Calls take your attention away from what you’re doing. A text message, on the other hand, can wait until you finish your work. If you think your contact might be in a meeting, teaching a class, or typing up a report, send a text. Give them a few hours to reply before retexting.

Text to avoid disturbing those around you.

Maybe you share an office with several other people. Maybe you live with a third-shift worker who sleeps during your waking hours. Situations like these call for courtesy. If your voice will distract others from their work or wake someone who is sleeping, opt to send a text message—and set your phone to vibrate for the reply.

Text a new romantic interest if both of you agree on it.

Texting is increasingly common among new couples who haven’t formed emotional bonds yet. However, advice columns vary from promoting texting to warning against it altogether. What should you do? Ask! It’s the best way to get a clear answer.

  • Something simple like, “So, should I text you, or do you prefer phone calls?” should do the trick.

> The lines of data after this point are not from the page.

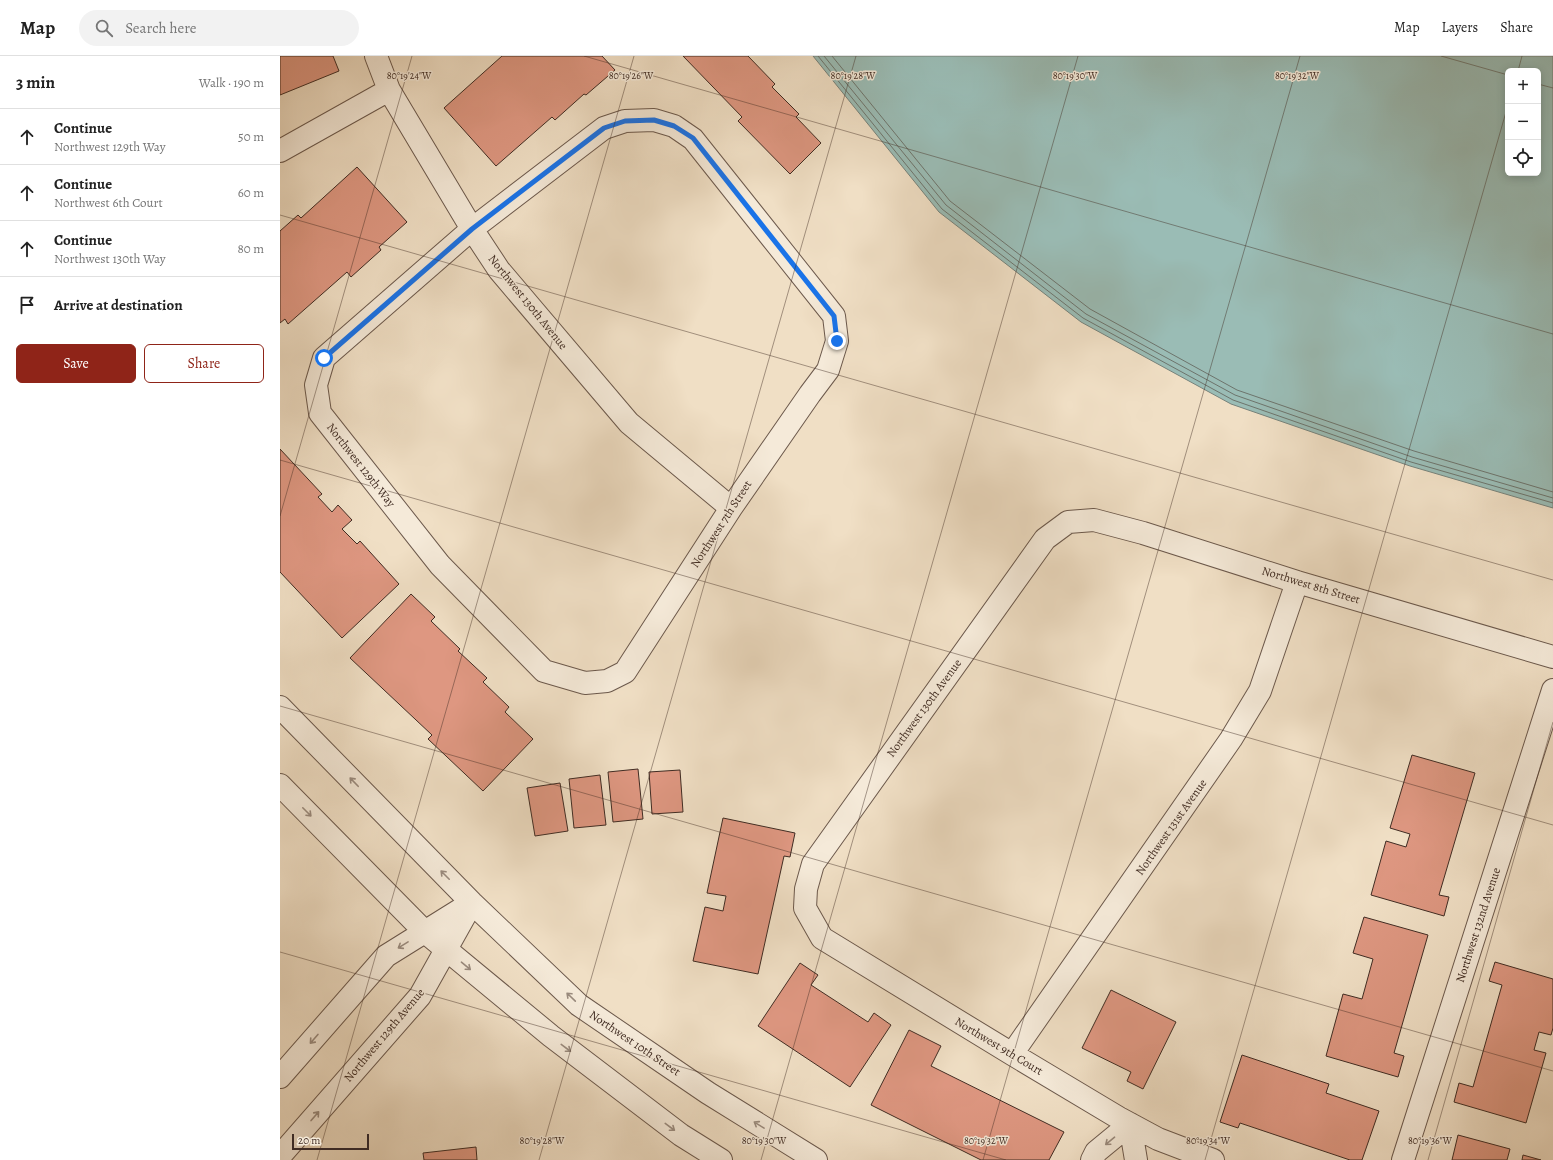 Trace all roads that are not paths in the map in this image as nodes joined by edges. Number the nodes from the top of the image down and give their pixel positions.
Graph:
1 (376, 56) edge
2 (389, 90) junction
3 (280, 151) edge
4 (472, 229) junction
5 (837, 341) joint
6 (731, 508) junction
7 (1068, 522) joint
8 (1296, 582) junction
9 (1553, 656) edge
10 (585, 683) joint
11 (1553, 690) edge
12 (280, 707) edge
13 (280, 785) edge
14 (472, 903) junction
15 (805, 908) joint
16 (425, 932) junction
17 (446, 949) junction
18 (1012, 1054) junction
19 (280, 1077) edge
20 (1130, 1124) junction
21 (280, 1156) edge
22 (721, 1160) edge
23 (816, 1160) edge
24 (1092, 1160) edge
25 (1136, 1160) edge
26 (1213, 1160) edge
27 (1403, 1160) edge

1 - 2 street, Northwest 130th Avenue
2 - 3 street
2 - 4 street, Northwest 130th Avenue
4 - 5 street, Northwest 129th Way
4 - 6 street, Northwest 130th Avenue
4 - 10 street, Northwest 129th Way
5 - 6 street, Northwest 7th Street
6 - 10 street, Northwest 7th Street
7 - 8 street, Northwest 8th Street
7 - 15 street, Northwest 130th Avenue
8 - 9 street, Northwest 8th Street
8 - 18 street, Northwest 131st Avenue
11 - 27 street, Northwest 132nd Avenue
14 -> 12 street
13 -> 16 street
14 - 16 street
14 - 17 street, Northwest 129th Avenue
23 -> 14 street, Northwest 10th Street
15 - 18 street, Northwest 9th Court
16 - 17 street
16 -> 19 street
21 -> 17 street, Northwest 129th Avenue
17 -> 22 street
18 - 20 street, Northwest 9th Court
20 -> 24 street
20 - 25 street
20 - 26 street, Northwest 9th Court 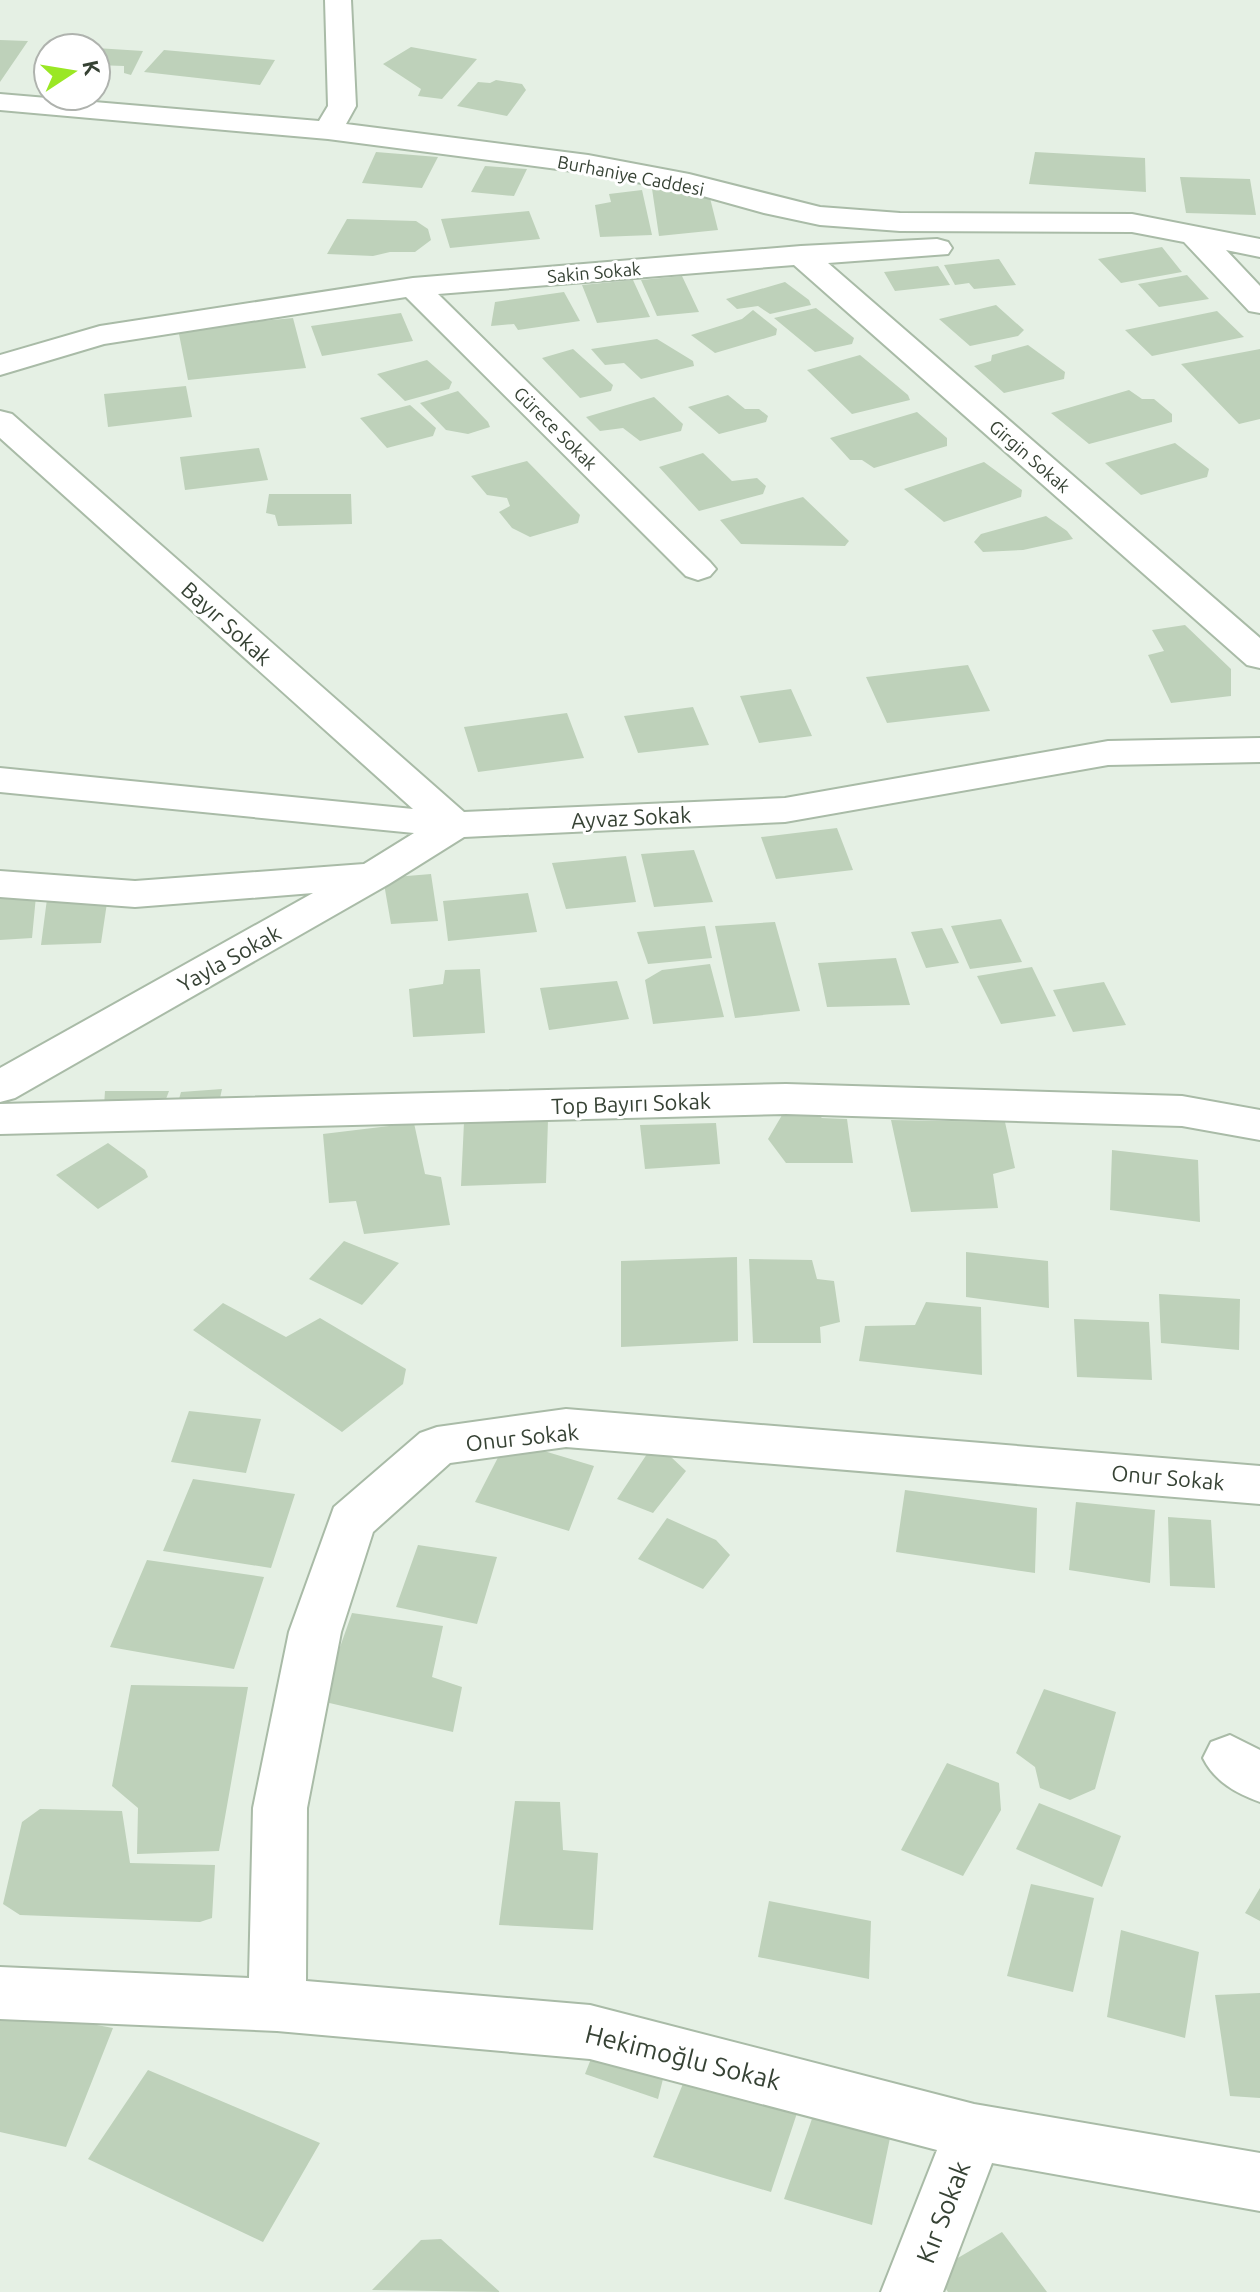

  • Don’t abbreviate all the time. Not everyone understands text shorthand.
  • Use short easy-to-read responses.
  • Be courteous to the other person. Calling or texting early in the morning or late at night can wake your contact out of a restful sleep. If you need to get in touch with someone at an odd hour, shoot them an email.


  • Don’t repeatedly text your contact if s/he doesn’t reply immediately. Be patient. Wait a few hours before retexting.
  • NEVER use a phone—to call or text—while you’re driving! Talking and driving is as dangerous as drunk driving. Texting and driving is more dangerous, increasing your chance of crashing by 23 percent.